ヤフーの持ち株会社であるZホールディングスが4月28日に発表した連結決算によると、2021年3月期におけるEC関連サービス全体の取扱高(流通総額)は、前期比24.4%増の3兆2265億円だった。そのうち、「Yahoo!ショッピング」「PayPay(ペイペイ)モール」など物販ECを扱うショッピング事業(ECモール)の取扱高は同45.1%増の1兆5014億円に達した。
2019年10月に開設した「PayPayモール」や、同11月に連結子会社化したZOZO(ゾゾ)の「ZOZOTOWN(ゾゾタウン)」など、近年拡大した各事業の数値が初めて通年ベースで計上され、取扱高が大幅に拡大した。「PayPayモール ZOZO店」の売上高が、本店である「ZOZOTOWN」を上回る日が出るなど、後発サービスである「PayPayモール」の規模も拡大している。
グループ企業が手掛ける決済サービス「PayPay」を活用した大型販促企画が、EC関連サービスの利用拡大にもつながっている。運営する両ECモールでのインハウス決済比率(「PayPay」など自社サービスでの決済比率)は、「PayPay」導入前の2倍以上となる68.2%に達した。「『PayPay』を起点としたグループ経済圏が力強く拡大している。大規模キャンペーンは取扱高の押し上げに加え、中長期的なユーザーの基盤拡大につながる重要な施策の一つだと捉えている」(川邊健太郎社長)としている。

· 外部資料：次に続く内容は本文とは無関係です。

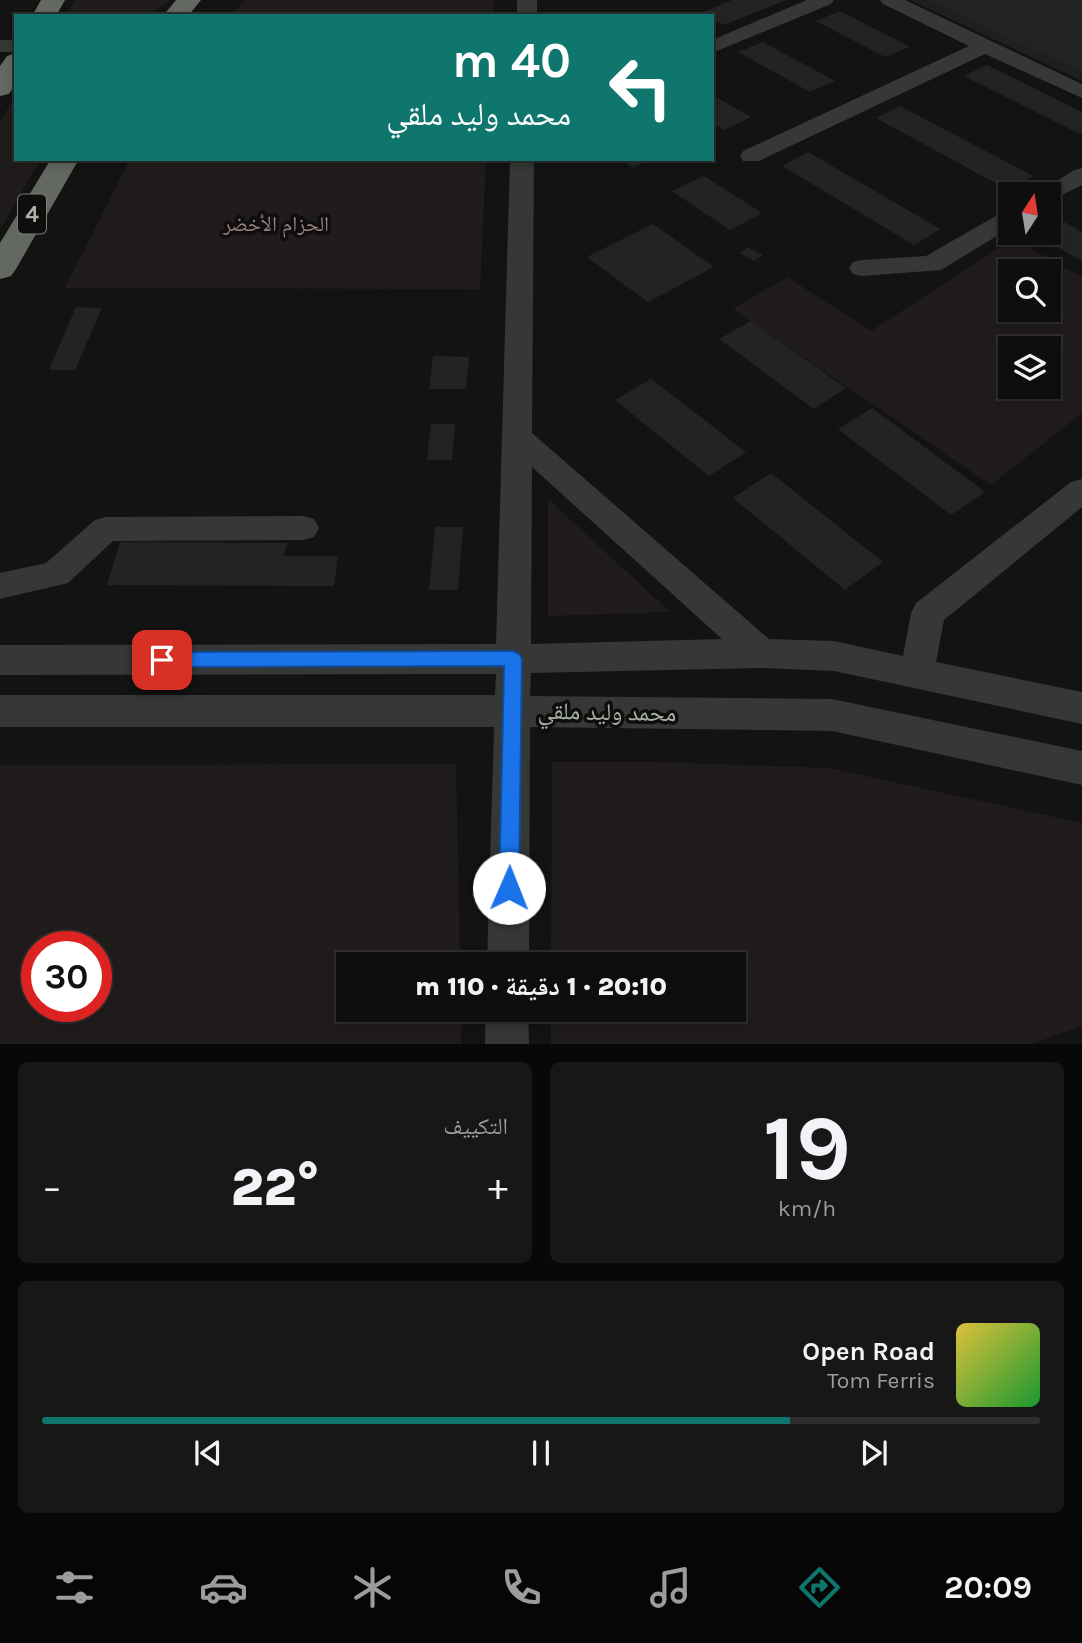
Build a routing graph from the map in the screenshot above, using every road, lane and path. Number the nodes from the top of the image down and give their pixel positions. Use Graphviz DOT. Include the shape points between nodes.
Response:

コマース事業全体の売上収益は同17.5%増の8402億円、営業利益は同45.7%増の1112億円だった。コマース事業にはショッピング事業の他に、「ヤフオク!」「PayPayフリマ」などのリユース事業、アスクルなどのコマース関連サービス、クレジットカードの決済金融関連サービスが含まれる。リユース事業の取扱高は同5.7%増の8502億円だった。「手数料引き下げなどにより競争力が向上し、取扱高が再び成長している」(同)と言う。
連結での売上収益は同14.5%増の1兆2058億4600万円、営業利益は同6.5%増の1621億2500万円だった。